## DATASET RECORDS
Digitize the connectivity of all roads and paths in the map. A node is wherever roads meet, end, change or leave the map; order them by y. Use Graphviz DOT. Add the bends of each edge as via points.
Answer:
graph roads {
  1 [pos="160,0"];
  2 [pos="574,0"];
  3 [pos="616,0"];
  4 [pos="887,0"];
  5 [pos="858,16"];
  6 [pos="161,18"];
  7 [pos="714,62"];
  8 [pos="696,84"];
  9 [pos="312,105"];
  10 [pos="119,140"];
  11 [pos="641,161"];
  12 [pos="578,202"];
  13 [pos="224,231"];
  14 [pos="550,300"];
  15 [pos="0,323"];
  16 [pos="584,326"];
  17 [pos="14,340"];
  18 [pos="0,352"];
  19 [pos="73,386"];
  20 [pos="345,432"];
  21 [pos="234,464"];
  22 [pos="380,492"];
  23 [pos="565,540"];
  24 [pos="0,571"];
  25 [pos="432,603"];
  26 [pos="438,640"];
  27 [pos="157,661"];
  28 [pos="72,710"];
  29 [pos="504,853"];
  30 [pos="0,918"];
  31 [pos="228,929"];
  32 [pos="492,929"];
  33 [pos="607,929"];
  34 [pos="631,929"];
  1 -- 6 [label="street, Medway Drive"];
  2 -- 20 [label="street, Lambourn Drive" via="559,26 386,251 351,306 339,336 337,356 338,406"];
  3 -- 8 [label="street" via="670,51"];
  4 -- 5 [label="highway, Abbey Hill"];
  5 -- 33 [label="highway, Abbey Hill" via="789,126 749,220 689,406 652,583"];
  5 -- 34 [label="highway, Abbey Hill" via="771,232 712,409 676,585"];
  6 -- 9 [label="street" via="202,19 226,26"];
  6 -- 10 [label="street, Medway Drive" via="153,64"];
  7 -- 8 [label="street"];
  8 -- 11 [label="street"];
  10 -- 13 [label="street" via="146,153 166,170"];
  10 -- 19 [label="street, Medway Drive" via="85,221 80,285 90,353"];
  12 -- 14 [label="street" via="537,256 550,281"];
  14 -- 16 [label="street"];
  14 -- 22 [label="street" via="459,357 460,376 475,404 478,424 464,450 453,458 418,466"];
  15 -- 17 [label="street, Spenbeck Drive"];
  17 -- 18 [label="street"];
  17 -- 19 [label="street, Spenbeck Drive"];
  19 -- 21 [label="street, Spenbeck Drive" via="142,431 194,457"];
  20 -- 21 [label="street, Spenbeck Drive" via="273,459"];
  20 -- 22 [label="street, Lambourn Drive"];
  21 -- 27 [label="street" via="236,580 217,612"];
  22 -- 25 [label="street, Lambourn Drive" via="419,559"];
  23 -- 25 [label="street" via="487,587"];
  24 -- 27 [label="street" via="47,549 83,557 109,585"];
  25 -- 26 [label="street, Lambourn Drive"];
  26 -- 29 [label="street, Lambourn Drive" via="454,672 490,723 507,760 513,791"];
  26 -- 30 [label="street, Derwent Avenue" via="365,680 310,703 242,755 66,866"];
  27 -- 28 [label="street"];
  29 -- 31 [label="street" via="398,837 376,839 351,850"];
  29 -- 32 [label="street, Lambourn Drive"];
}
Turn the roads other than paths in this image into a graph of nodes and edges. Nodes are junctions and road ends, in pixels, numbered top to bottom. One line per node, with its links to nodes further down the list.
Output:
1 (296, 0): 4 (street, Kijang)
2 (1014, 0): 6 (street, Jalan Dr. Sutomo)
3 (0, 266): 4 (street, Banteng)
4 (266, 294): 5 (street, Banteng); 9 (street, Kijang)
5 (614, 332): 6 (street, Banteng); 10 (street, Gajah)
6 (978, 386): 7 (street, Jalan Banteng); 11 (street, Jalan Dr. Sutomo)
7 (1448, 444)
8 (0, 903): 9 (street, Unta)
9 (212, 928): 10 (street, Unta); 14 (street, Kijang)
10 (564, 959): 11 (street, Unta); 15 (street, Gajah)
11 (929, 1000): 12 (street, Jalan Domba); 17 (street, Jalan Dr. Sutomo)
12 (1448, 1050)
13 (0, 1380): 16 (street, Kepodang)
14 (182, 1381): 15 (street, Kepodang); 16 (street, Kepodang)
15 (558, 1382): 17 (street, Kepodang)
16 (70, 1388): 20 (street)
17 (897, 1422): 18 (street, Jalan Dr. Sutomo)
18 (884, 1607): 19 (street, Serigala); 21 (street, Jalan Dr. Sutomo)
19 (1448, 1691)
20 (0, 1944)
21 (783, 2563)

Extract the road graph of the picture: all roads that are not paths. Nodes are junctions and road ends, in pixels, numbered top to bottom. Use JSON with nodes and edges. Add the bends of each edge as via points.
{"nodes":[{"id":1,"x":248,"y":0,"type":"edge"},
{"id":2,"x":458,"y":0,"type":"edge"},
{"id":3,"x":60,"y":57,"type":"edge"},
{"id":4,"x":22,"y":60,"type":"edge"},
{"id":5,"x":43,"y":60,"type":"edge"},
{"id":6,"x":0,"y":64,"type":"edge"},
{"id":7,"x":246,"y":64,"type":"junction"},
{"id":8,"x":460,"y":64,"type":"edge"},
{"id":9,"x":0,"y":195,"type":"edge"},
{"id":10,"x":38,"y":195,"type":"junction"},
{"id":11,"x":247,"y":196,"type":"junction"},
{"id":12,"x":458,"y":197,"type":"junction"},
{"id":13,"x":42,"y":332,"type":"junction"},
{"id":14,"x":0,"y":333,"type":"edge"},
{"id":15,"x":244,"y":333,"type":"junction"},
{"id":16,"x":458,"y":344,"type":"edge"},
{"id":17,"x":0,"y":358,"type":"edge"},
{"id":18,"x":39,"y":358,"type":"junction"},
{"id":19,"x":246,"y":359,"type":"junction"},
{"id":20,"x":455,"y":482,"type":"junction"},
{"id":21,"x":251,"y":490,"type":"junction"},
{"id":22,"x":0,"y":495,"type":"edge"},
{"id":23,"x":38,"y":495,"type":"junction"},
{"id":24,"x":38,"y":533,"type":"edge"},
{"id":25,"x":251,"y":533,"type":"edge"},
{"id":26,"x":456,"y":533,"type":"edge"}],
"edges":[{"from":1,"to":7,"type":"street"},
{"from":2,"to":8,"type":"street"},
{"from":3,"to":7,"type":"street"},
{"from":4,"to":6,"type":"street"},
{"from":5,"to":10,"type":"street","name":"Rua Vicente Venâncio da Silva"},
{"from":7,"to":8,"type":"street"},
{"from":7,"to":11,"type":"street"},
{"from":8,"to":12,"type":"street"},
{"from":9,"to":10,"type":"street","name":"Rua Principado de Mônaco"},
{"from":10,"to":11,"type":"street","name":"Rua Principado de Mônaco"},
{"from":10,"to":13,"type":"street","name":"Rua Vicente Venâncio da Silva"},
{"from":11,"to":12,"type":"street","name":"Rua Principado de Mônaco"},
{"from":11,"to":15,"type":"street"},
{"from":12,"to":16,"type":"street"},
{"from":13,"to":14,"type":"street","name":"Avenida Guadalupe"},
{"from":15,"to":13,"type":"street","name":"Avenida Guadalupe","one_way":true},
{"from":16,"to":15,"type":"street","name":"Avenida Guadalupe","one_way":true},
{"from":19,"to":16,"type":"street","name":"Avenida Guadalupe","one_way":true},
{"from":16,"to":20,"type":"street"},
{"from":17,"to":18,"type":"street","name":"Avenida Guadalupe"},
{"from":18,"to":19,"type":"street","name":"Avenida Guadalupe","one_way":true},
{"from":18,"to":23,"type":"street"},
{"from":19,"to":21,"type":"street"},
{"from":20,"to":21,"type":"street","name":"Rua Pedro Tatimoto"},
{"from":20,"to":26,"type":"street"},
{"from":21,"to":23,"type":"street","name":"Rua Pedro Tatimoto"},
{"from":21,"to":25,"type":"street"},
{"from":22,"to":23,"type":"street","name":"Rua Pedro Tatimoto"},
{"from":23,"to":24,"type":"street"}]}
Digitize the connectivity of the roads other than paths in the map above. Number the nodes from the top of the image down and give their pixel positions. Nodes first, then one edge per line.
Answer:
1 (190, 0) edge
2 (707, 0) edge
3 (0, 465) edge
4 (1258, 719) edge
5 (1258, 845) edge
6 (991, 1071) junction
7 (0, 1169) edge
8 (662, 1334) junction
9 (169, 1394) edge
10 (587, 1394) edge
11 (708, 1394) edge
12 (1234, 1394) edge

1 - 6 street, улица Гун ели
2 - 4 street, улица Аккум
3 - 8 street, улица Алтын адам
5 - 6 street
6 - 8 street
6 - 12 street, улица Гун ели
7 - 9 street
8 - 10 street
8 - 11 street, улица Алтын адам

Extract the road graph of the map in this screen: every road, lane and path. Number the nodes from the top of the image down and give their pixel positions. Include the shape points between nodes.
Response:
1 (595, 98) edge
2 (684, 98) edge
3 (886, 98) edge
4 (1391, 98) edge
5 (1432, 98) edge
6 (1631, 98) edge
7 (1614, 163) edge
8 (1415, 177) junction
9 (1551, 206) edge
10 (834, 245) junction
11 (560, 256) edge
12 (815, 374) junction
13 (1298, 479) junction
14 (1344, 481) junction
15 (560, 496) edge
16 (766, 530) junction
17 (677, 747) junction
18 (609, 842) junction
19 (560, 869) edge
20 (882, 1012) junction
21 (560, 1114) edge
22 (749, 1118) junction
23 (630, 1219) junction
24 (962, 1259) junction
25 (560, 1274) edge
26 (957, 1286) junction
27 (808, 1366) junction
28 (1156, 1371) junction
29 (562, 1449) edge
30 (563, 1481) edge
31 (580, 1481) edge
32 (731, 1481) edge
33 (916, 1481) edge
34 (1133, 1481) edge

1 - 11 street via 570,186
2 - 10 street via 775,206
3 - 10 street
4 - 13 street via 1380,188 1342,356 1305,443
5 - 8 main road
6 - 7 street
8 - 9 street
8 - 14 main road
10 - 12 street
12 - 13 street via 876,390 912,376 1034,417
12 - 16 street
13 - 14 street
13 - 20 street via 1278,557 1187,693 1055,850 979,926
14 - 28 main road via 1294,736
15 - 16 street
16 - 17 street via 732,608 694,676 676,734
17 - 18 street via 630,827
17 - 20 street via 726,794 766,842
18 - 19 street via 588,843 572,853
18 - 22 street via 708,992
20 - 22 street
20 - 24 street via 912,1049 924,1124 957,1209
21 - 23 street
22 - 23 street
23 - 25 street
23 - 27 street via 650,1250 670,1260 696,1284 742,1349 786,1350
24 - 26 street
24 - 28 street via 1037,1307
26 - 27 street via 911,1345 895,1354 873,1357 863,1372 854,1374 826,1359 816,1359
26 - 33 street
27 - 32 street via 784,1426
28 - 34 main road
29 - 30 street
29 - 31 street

## EXERCISE REQUIREMENTS
Copy every line in the entries above that has the string "numbered" in it.

## YOUR RESPONSE
Turn the roads other than paths in this image into a graph of nodes and edges. Nodes are junctions and road ends, in pixels, numbered top to bottom. One line per node, with its links to nodes further down the list.
Extract the road graph of the picture: all roads that are not paths. Nodes are junctions and road ends, in pixels, numbered top to bottom. Use JSON with nodes and edges. Add the bends of each edge as via points.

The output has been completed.